In conclusion, the risk of relapse was significantly lower in Medicaid beneficiaries with schizophrenia after they switched to PP3M compared to the risk with continued treatment with PP1M. Treatment adherence was significantly higher with PP3M than with PP1M. An increased level of adherence was associated with a decreased relapse rate, as patients with higher proportion of days covered by their LAI medication showed lower relapse rates. Relapse is a major contributor to schizophrenia burden. Therefore, future studies evaluating PP3M-associated improvement in relapse should attempt to elucidate the association between improved adherence and reduction in relapse rate along with their impact on resource utilization.
Acknowledgments
The authors acknowledge Leo J. Philip, P. Pandey, G. Virya and Shweta Pitre (all from SIRO Clinpharm Pvt. Ltd.) for providing writing assistance and Ellen Baum, PhD (Janssen Global Services, LLC) for additional editorial support.
Funding Statement
This study was sponsored by Janssen Research & Development, LLC.
Abbreviations
HR, Hazard Ratio; HRU, Healthcare Resource Utilization; ICD-9-CM, International Classification of Diseases, Ninth Revision, Clinical Modification; ICD-10-CM, International Classification of Diseases, Tenth Revision, Clinical Modification; LAI, Long-acting Injectable Antipsychotics; MDCD, MarketScan® Multi-State Medicaid Database; PNUD, Prevalent New User Design; PP, Paliperidone Palmitate; PP1M, Paliperidone Palmitate Once-monthly; PP3M, Paliperidone Palmitate Three-monthly; PDC, Proportion of Days Covered; PY, Person-years; SD, Standard Deviation.
Data Sharing Statement
The data used in this study are stored with the MDCD and can be accessed by approaching MDCD.

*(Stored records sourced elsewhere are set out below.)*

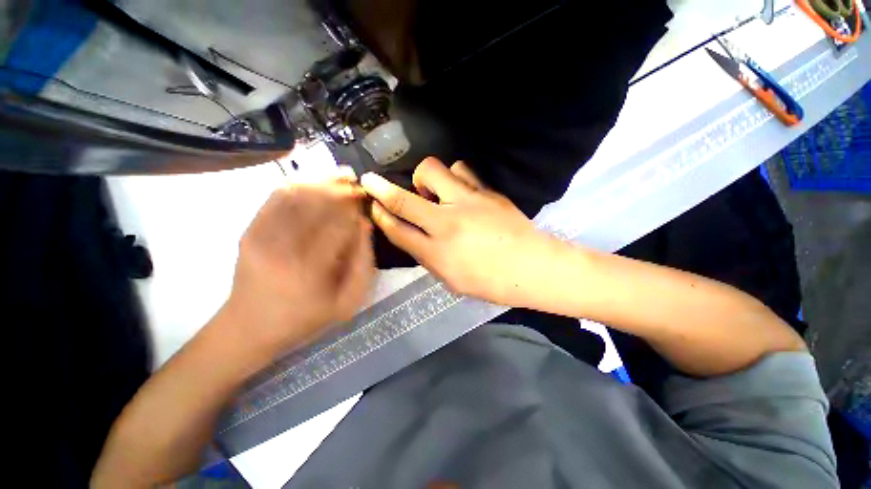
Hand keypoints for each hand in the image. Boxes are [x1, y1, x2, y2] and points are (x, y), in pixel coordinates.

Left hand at [224, 178, 374, 356]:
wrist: (249, 327)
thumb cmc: (306, 317)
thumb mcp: (347, 302)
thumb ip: (363, 264)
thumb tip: (365, 224)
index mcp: (312, 268)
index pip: (340, 222)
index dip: (356, 207)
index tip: (367, 200)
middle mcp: (284, 246)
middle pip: (318, 202)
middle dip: (342, 189)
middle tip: (357, 184)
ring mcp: (262, 235)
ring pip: (297, 194)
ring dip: (322, 182)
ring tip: (341, 178)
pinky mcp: (249, 230)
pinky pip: (276, 197)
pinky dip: (298, 185)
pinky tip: (315, 184)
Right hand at [361, 157, 563, 304]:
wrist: (532, 267)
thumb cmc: (490, 282)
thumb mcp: (451, 280)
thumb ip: (428, 256)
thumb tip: (413, 235)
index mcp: (437, 253)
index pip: (397, 230)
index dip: (380, 216)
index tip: (372, 205)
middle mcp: (447, 223)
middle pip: (404, 199)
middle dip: (380, 188)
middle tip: (372, 181)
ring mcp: (468, 202)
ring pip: (432, 170)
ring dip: (425, 179)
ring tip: (434, 192)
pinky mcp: (486, 191)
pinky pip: (461, 170)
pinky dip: (453, 177)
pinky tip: (459, 190)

Ethics Approval and Informed Consent
Use of the MDCD was reviewed by the New England Institutional Review Board and determined to be exempt from review board approval, as this study does not involve human subjects research. All data were de-identified and fully complied with the US Health Insurance Portability and Accountability Act of 1996 regulations.
Author Contributions
All authors made a significant contribution to the work reported, whether that is in the conception, study design, execution, acquisition of data, analysis and interpretation, or in all these areas; took part in drafting, revising or critically reviewing the article; gave final approval of the version to be published; have agreed on the journal to which the article has been submitted; and agree to be accountable for all aspects of the work.
Disclosure
All the authors were employees of Janssen and its subsidiaries during the study and may own stock or stock options. The authors report no other conflicts of interest in this work.